- [How to complete this task]:
The records below need to come back exactly as they are, pictures omitted.

· · · · · · ·

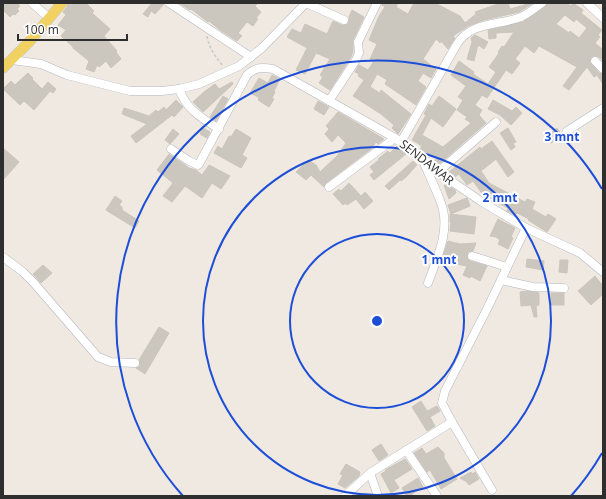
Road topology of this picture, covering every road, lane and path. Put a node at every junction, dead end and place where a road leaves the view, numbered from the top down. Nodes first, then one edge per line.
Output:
1 (32, 3) edge
2 (62, 3) edge
3 (169, 3) edge
4 (306, 3) edge
5 (377, 3) edge
6 (542, 3) edge
7 (587, 3) edge
8 (49, 18) junction
9 (603, 18) edge
10 (344, 20) dead end
11 (205, 26) junction
12 (251, 57) junction
13 (12, 60) junction
14 (595, 61) dead end
15 (3, 68) edge
16 (603, 69) edge
17 (227, 73) junction
18 (247, 74) junction
19 (179, 89) junction
20 (329, 101) junction
21 (603, 108) edge
22 (496, 122) dead end
23 (219, 129) junction
24 (567, 131) dead end
25 (398, 140) junction
26 (171, 149) dead end
27 (422, 160) junction
28 (438, 172) junction
29 (329, 187) dead end
30 (526, 228) junction
31 (472, 256) dead end
32 (3, 257) edge
33 (507, 268) junction
34 (603, 272) edge
35 (501, 280) junction
36 (428, 284) dead end
37 (564, 288) dead end
38 (135, 362) dead end
39 (452, 422) junction
40 (406, 450) junction
41 (370, 473) junction
42 (492, 490) dead end
43 (345, 496) edge
44 (378, 496) edge
45 (437, 496) edge

1 - 8 street
2 - 8 main road
3 - 11 street
4 - 10 street
4 - 12 street
5 - 20 street
6 - 25 street
7 - 9 street
8 - 13 main road
11 - 12 street
11 - 17 path
12 - 17 street
13 - 15 main road
13 - 19 street
14 - 16 street
17 - 18 street, SENDAWAR
17 - 19 street
18 - 20 street, SENDAWAR
18 - 23 street
19 - 23 street
20 - 25 street, SENDAWAR
21 - 24 street
22 - 28 street
23 - 26 street
25 - 27 street, SENDAWAR
25 - 29 street
27 - 28 street, SENDAWAR
27 - 36 street
28 - 30 street, SENDAWAR
30 - 33 street
30 - 34 street, SENDAWAR
31 - 33 street
32 - 38 street
33 - 35 street
35 - 37 street
35 - 39 street
39 - 40 street
39 - 42 street
40 - 41 street
40 - 45 street
41 - 43 street
41 - 44 street

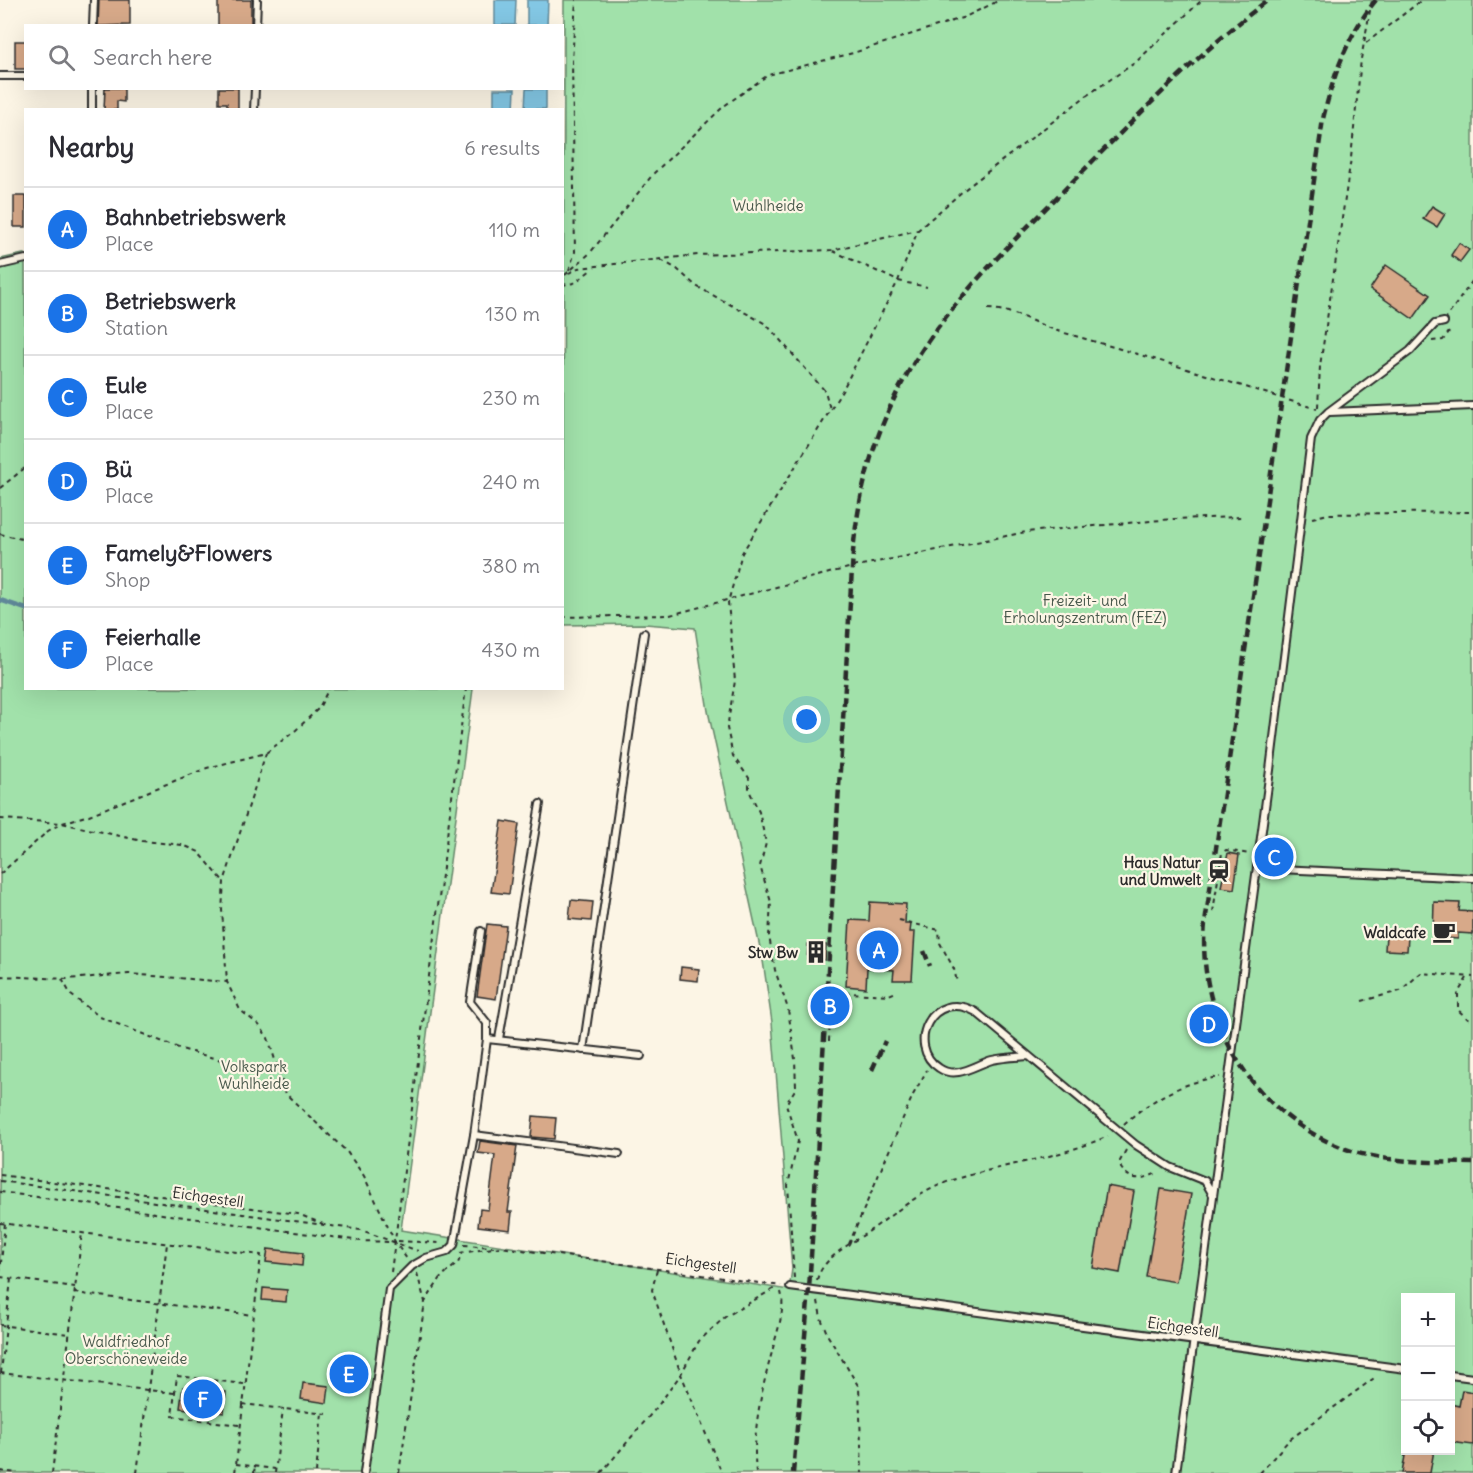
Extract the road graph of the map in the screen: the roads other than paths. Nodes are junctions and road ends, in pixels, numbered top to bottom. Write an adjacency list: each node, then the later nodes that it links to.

· · · · · · ·

- [Solution to the problem]:
Road topology of this picture, covering every road, lane and path. Put a node at every junction, dead end and place where a road leaves the view, numbered from the top down. Nodes first, then one edge per line.
Output:
1 (32, 3) edge
2 (62, 3) edge
3 (169, 3) edge
4 (306, 3) edge
5 (377, 3) edge
6 (542, 3) edge
7 (587, 3) edge
8 (49, 18) junction
9 (603, 18) edge
10 (344, 20) dead end
11 (205, 26) junction
12 (251, 57) junction
13 (12, 60) junction
14 (595, 61) dead end
15 (3, 68) edge
16 (603, 69) edge
17 (227, 73) junction
18 (247, 74) junction
19 (179, 89) junction
20 (329, 101) junction
21 (603, 108) edge
22 (496, 122) dead end
23 (219, 129) junction
24 (567, 131) dead end
25 (398, 140) junction
26 (171, 149) dead end
27 (422, 160) junction
28 (438, 172) junction
29 (329, 187) dead end
30 (526, 228) junction
31 (472, 256) dead end
32 (3, 257) edge
33 (507, 268) junction
34 (603, 272) edge
35 (501, 280) junction
36 (428, 284) dead end
37 (564, 288) dead end
38 (135, 362) dead end
39 (452, 422) junction
40 (406, 450) junction
41 (370, 473) junction
42 (492, 490) dead end
43 (345, 496) edge
44 (378, 496) edge
45 (437, 496) edge

1 - 8 street
2 - 8 main road
3 - 11 street
4 - 10 street
4 - 12 street
5 - 20 street
6 - 25 street
7 - 9 street
8 - 13 main road
11 - 12 street
11 - 17 path
12 - 17 street
13 - 15 main road
13 - 19 street
14 - 16 street
17 - 18 street, SENDAWAR
17 - 19 street
18 - 20 street, SENDAWAR
18 - 23 street
19 - 23 street
20 - 25 street, SENDAWAR
21 - 24 street
22 - 28 street
23 - 26 street
25 - 27 street, SENDAWAR
25 - 29 street
27 - 28 street, SENDAWAR
27 - 36 street
28 - 30 street, SENDAWAR
30 - 33 street
30 - 34 street, SENDAWAR
31 - 33 street
32 - 38 street
33 - 35 street
35 - 37 street
35 - 39 street
39 - 40 street
39 - 42 street
40 - 41 street
40 - 45 street
41 - 43 street
41 - 44 street

Extract the road graph of the map in the screen: the roads other than paths. Nodes are junctions and road ends, in pixels, numbered top to bottom. Write an adjacency list: each node, then the later nodes that it links to.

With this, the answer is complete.